At the “integrated circuit special section” in the China International Import Expo (CIIE), a total of 47 chip-related companies are represented. The companies displaying their wares include US chip giants Qualcomm and Micron Technology, Dutch chip equipment maker ASML Holding, as well as Samsung Electronics from South Korea.
Micron, whose products have been subject to a partial sales ban in China after failing a national security review in May, has set up a booth for the first time at the event. It has received VIP visitors such as Commerce Minister Wang Wentao as well as Nicholas Burns, US ambassador to China.
A Micron employee at the booth, who declined to give his name as he is not authorised to speak to media, said the US firm has improved its ties with Beijing in the face of business pressures. Micron has deployed a team of around 70 to 80 people for the event in a show of its commitment to China.
The integrated circuit (IC) area is part of the Intelligent Industry & Information Technology section of the event, one of the six major areas of the exhibition. It was first opened in 2020 to “help gather global superior resources, build an integrated circuit industry chain ecology and promote innovative development of domestic enterprises”, the event organiser was quoted as saying by state news agency Xinhua.
Samsung, which has a big presence at the IC section, has also had visits from batches of government officials, with the South Korean giant introducing its latest consumer-facing products and answering questions about its chip business in relation to China.
Samsung showcased its most advanced 3-nanometre Gate-All-Around wafer. A company representative, who also declined to be named as they are not authorised to talk with the media, said the advanced-node chip can only be manufactured in South Korea and countries outside China. Samsung’s mainland plants are dedicated to making mature-node chips.
ASML’S booth was also thronged by visitors, including government agency delegates dressed in black on Tuesday. The chip equipment maker displayed a timeline of their China business development as well as a part from one of their deep ultraviolet (DUV) lithography machines. These machines are currently at the centre of ongoing moves to fortify US chip sanctions against China by Washington.
Advanced Micro Devices (AMD), a leading maker of graphics processing units and joining the expo for the third year, demonstrated its artificial intelligence (AI) solutions covering data centres and consumer electronics.
Spencer Pan, AMD senior vice-president and Greater China president, said at the event on Sunday that AI is now a “strategic priority” for AMD’s future development.

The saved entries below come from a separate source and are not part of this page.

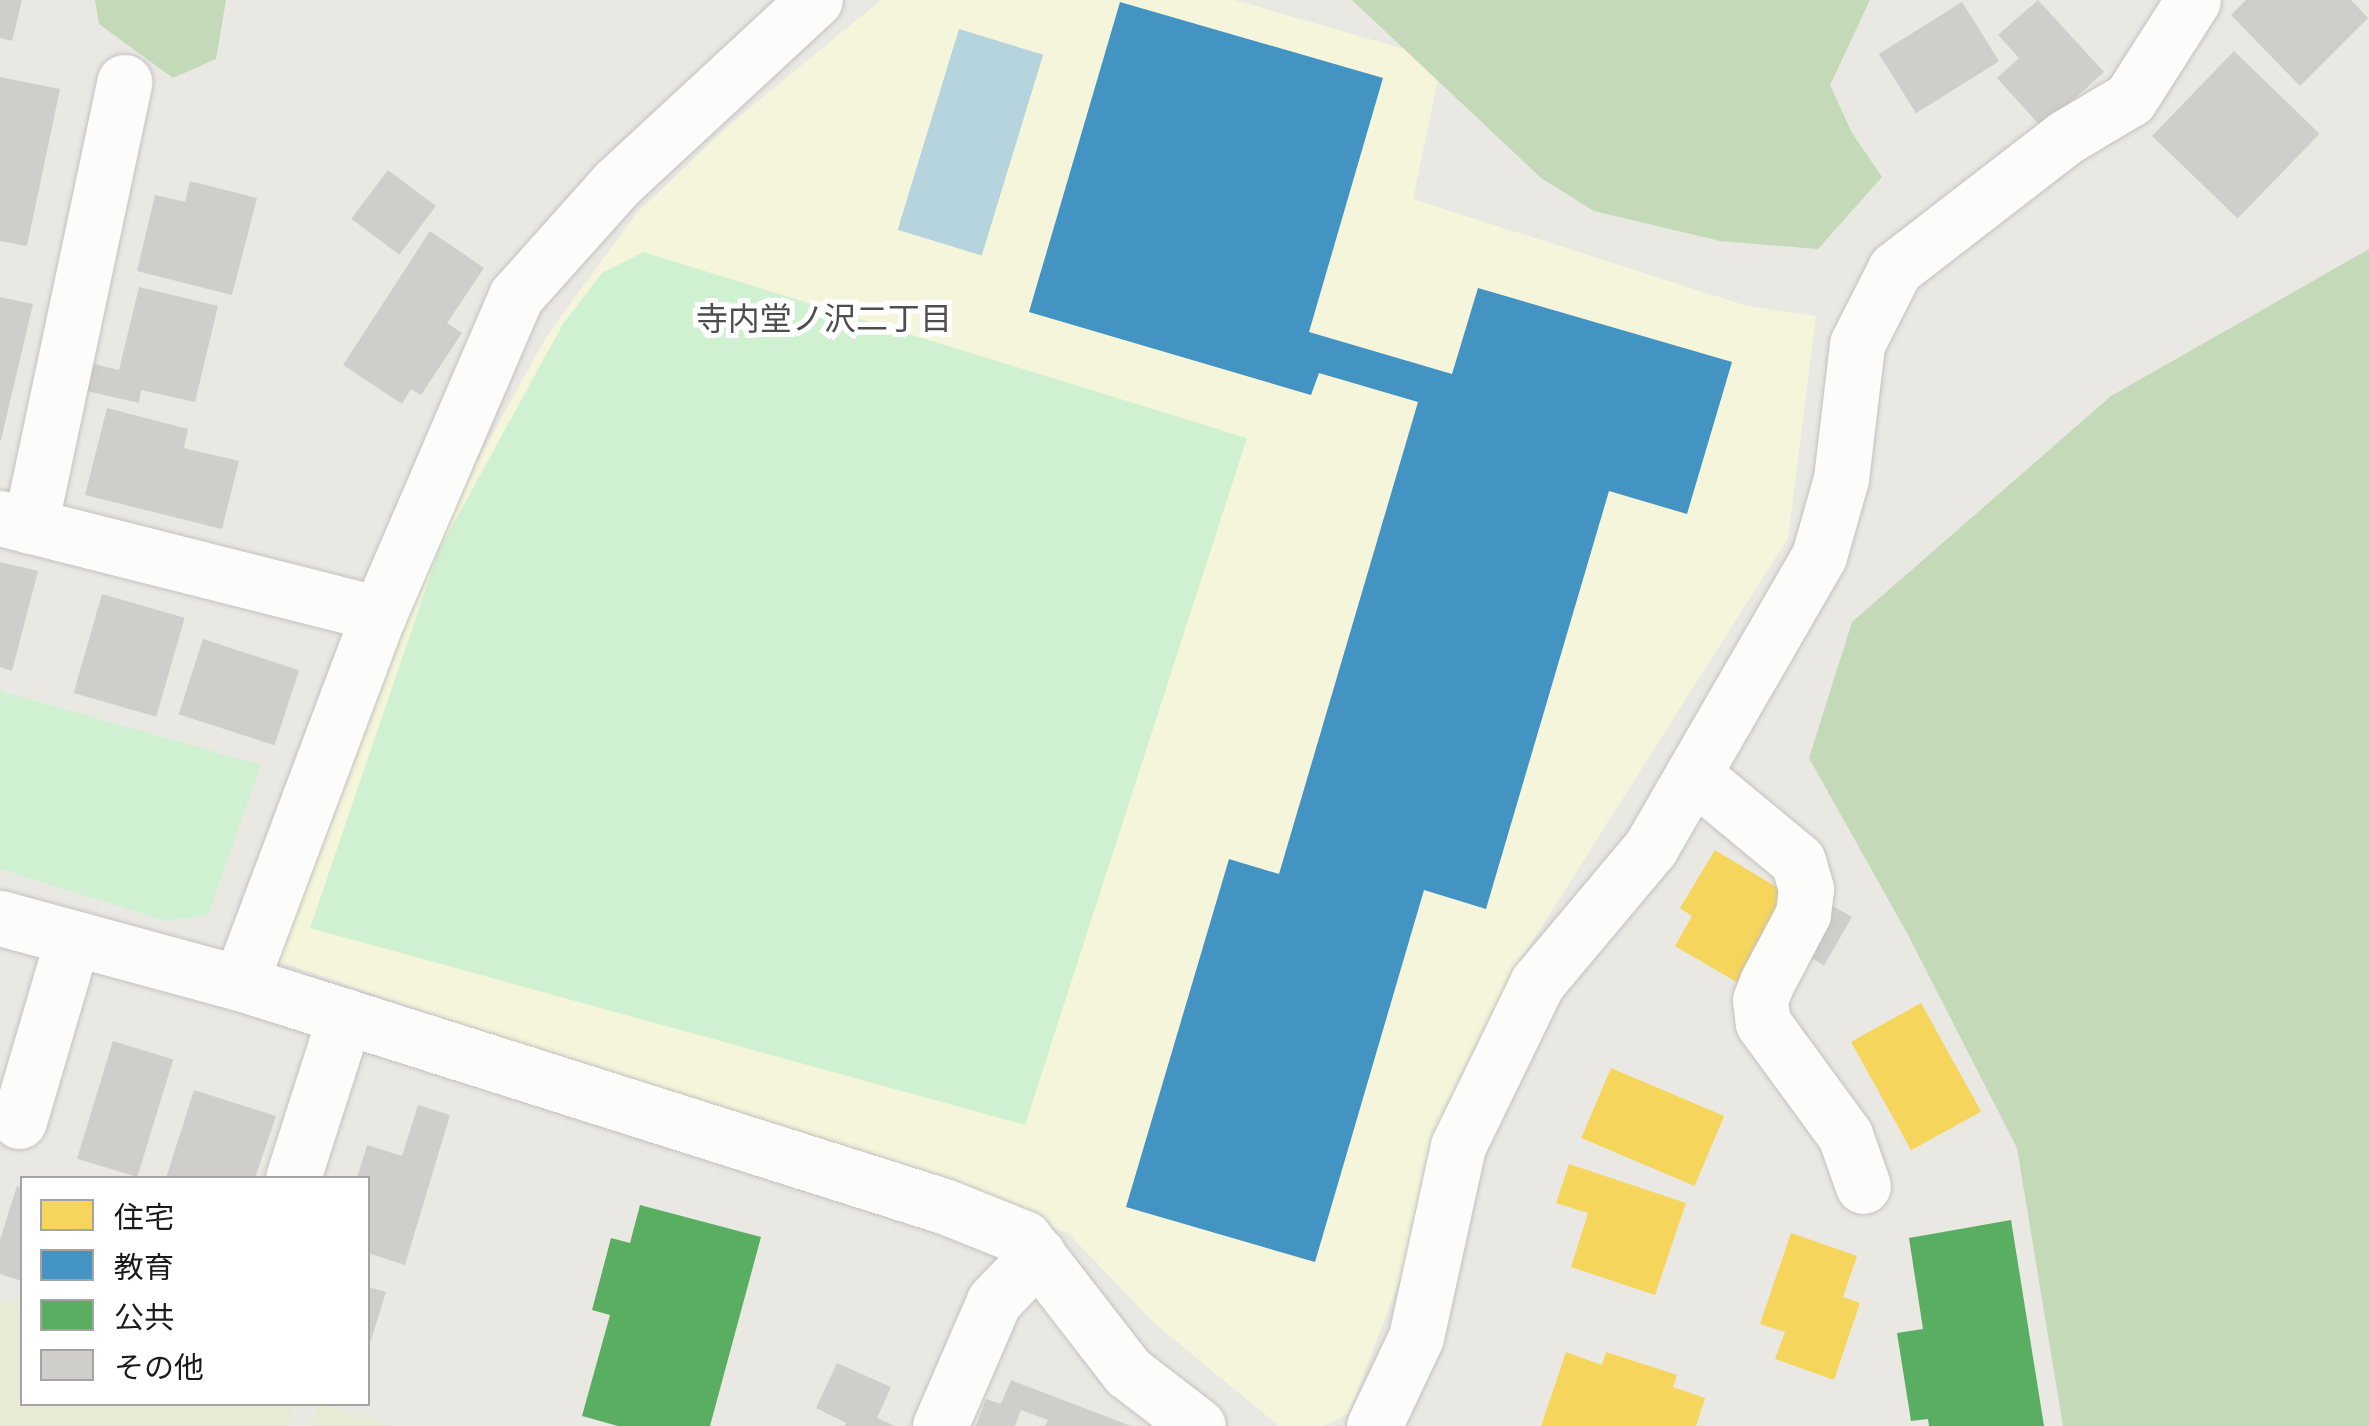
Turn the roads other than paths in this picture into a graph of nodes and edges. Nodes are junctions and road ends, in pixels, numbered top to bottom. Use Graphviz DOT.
graph roads {
  1 [pos="815,0"];
  2 [pos="2193,0"];
  3 [pos="124,82"];
  4 [pos="15,522"];
  5 [pos="379,614"];
  6 [pos="1693,774"];
  7 [pos="0,918"];
  8 [pos="73,938"];
  9 [pos="240,983"];
  10 [pos="344,1016"];
  11 [pos="19,1121"];
  12 [pos="294,1176"];
  13 [pos="1863,1186"];
  14 [pos="1038,1256"];
  15 [pos="1386,1422"];
  16 [pos="940,1426"];
  17 [pos="1198,1426"];
  1 -- 5 [label="street"];
  2 -- 6 [label="street"];
  3 -- 4 [label="street"];
  4 -- 5 [label="street"];
  5 -- 9 [label="street"];
  6 -- 13 [label="street"];
  6 -- 15 [label="street"];
  7 -- 8 [label="street"];
  8 -- 9 [label="street"];
  8 -- 11 [label="street"];
  9 -- 10 [label="street"];
  10 -- 12 [label="street"];
  10 -- 14 [label="street"];
  14 -- 16 [label="street"];
  14 -- 17 [label="street"];
}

He said AMD wants to take CIIE as a platform to “strengthen cooperation with the local industry and contribute to China’s development”.

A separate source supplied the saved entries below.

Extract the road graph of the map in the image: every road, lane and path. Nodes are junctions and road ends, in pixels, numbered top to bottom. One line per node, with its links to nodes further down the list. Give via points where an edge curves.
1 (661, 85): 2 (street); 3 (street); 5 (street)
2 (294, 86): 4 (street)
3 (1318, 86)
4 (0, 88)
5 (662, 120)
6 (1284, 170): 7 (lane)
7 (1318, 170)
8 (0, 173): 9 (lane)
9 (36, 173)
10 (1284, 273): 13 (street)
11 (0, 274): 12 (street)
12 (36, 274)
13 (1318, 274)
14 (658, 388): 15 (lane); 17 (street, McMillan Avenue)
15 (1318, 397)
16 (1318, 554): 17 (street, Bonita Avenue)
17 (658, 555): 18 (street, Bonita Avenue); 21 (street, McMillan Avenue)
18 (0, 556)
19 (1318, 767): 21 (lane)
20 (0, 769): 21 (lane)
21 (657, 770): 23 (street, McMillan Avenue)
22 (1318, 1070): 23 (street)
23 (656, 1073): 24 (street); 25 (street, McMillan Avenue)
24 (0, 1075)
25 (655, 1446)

However, some companies are absent from the event, which runs from November 5 to 10. Nvidia, a leading AI chip maker whose products are also at the centre of tightening US trade sanctions, has not set up a booth. It has never had any official presence during the previous five years of the fair, according to public information.
However, Qualcomm is present and showcased its latest Snapdragon processor, which was unveiled in October and has been embedded in Xiaomi and iQOO smartphones. The company also highlighted some examples where it has provided chips for companies such as Tencent Holdings to help it with generative AI applications.
The event comes as many chip companies are struggling to get over a prolonged industrial downturn amid sluggish consumer demand.
Both AMD and Qualcomm have been reducing their workforce in China this year. AMD said last month it was “optimising and restructuring” its China business while Qualcomm is making lay-offs in its Shanghai office, according to local media reports in September.